--- DATA UNDER STUDY Enclosed Below ---

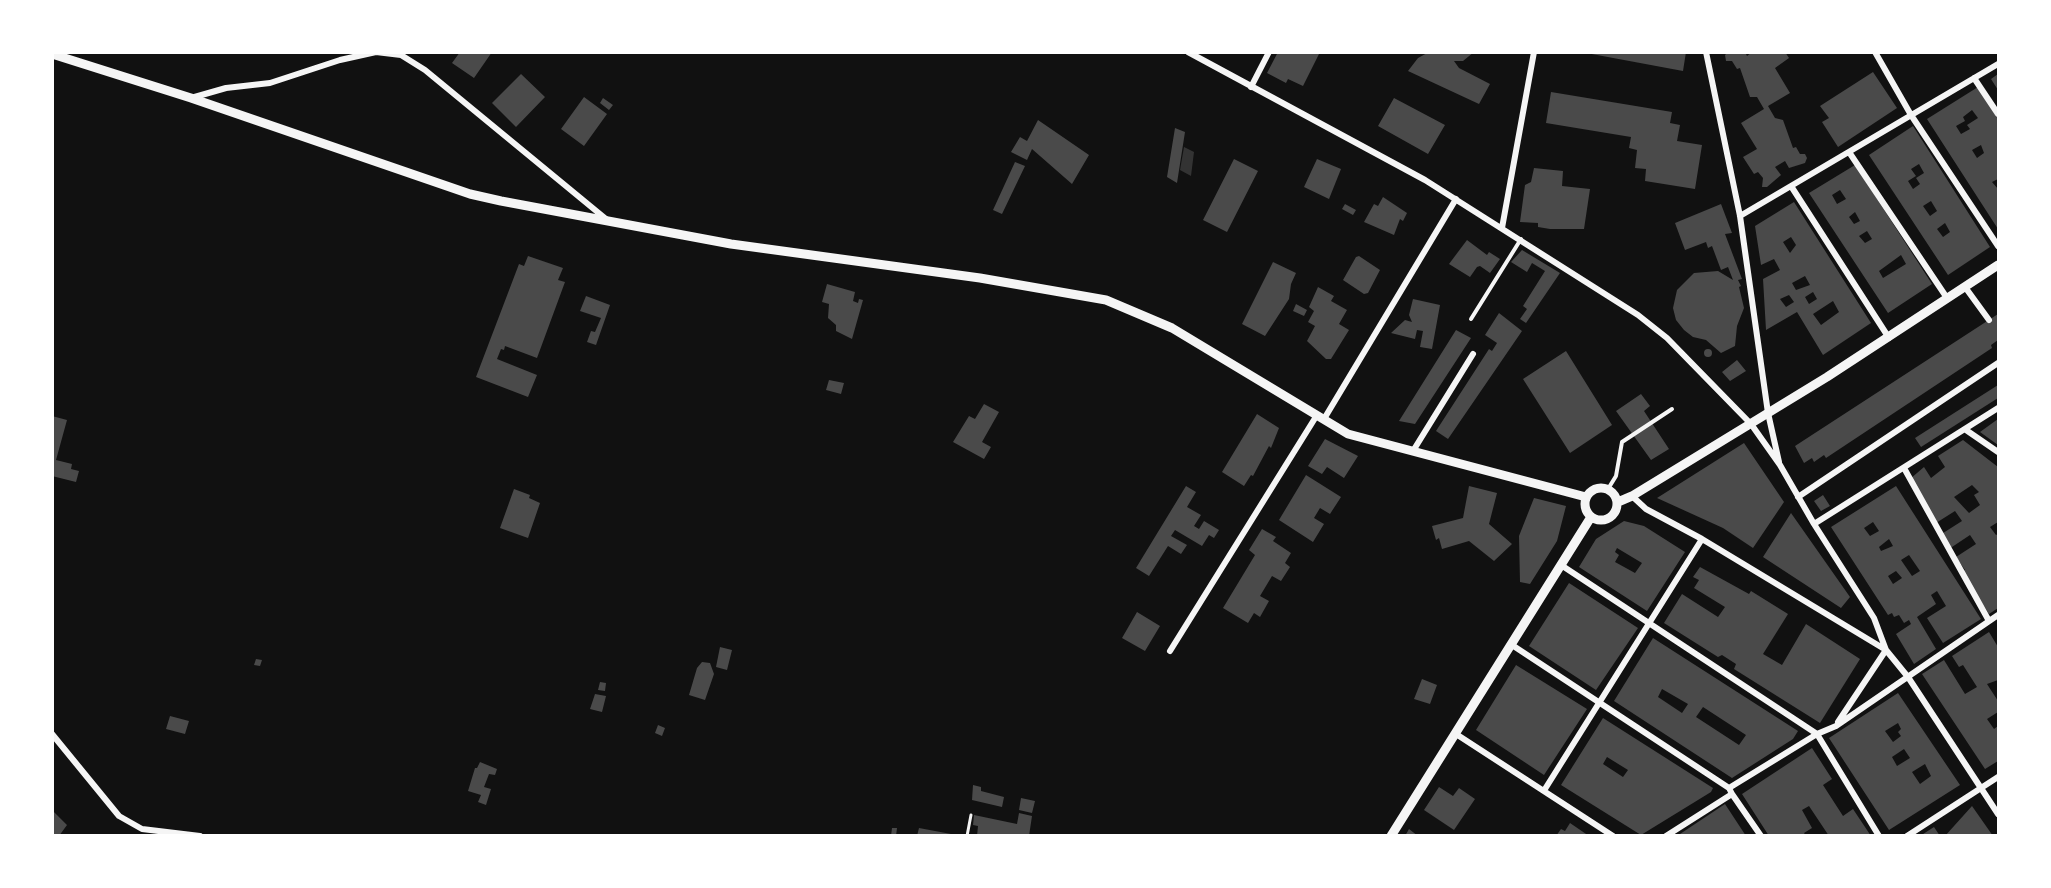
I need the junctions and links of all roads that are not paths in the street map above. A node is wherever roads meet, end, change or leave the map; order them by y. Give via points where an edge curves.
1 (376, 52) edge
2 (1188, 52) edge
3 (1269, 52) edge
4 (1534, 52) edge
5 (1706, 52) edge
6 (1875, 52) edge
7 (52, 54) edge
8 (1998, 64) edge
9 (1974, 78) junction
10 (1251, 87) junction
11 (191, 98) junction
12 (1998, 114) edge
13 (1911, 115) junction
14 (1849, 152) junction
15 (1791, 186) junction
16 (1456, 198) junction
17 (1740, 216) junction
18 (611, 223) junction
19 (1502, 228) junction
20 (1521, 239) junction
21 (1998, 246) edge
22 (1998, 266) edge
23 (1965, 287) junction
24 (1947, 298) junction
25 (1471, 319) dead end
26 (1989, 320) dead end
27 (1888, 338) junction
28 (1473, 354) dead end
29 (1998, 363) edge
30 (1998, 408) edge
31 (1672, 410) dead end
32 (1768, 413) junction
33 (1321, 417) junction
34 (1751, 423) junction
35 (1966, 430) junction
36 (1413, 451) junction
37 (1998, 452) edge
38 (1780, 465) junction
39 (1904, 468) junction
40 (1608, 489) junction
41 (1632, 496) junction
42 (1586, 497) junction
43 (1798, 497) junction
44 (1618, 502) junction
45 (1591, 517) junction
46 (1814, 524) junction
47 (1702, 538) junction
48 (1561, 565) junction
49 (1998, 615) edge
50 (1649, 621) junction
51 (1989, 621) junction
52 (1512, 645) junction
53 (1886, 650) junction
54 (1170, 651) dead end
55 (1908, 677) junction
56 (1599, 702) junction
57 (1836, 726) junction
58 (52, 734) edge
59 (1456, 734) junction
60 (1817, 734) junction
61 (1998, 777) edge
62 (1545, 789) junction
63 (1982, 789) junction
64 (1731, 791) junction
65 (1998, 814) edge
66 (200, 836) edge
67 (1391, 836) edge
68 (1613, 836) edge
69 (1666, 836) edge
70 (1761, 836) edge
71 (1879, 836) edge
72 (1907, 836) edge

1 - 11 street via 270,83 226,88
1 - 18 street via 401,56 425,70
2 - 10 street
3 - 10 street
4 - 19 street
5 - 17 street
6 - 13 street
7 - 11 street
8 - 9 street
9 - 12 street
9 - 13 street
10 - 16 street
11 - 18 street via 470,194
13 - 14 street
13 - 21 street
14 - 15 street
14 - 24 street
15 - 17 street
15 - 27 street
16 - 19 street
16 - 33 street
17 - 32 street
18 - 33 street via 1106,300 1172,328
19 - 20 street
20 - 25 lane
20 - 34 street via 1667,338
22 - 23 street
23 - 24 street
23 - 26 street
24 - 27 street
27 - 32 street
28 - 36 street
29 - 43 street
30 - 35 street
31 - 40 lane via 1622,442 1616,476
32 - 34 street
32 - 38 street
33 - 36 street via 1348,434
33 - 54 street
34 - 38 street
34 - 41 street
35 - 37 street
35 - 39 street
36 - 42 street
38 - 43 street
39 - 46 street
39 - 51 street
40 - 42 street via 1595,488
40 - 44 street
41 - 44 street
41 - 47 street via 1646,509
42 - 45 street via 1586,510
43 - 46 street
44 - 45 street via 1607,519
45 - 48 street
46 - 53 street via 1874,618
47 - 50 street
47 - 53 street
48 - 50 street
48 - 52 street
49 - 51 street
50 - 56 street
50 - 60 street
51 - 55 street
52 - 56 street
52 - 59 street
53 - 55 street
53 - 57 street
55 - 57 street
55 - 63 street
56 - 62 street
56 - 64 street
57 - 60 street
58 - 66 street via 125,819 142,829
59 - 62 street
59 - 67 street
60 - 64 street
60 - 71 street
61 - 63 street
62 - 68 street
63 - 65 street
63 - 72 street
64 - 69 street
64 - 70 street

--- End of Enclosed DATA UNDER STUDY ---

_WHAT YOU HAVE TO DO_: Look through the listing above and copy each line where the string "lane" occurs.

_FINISHED TASK_:
20 - 25 lane
31 - 40 lane via 1622,442 1616,476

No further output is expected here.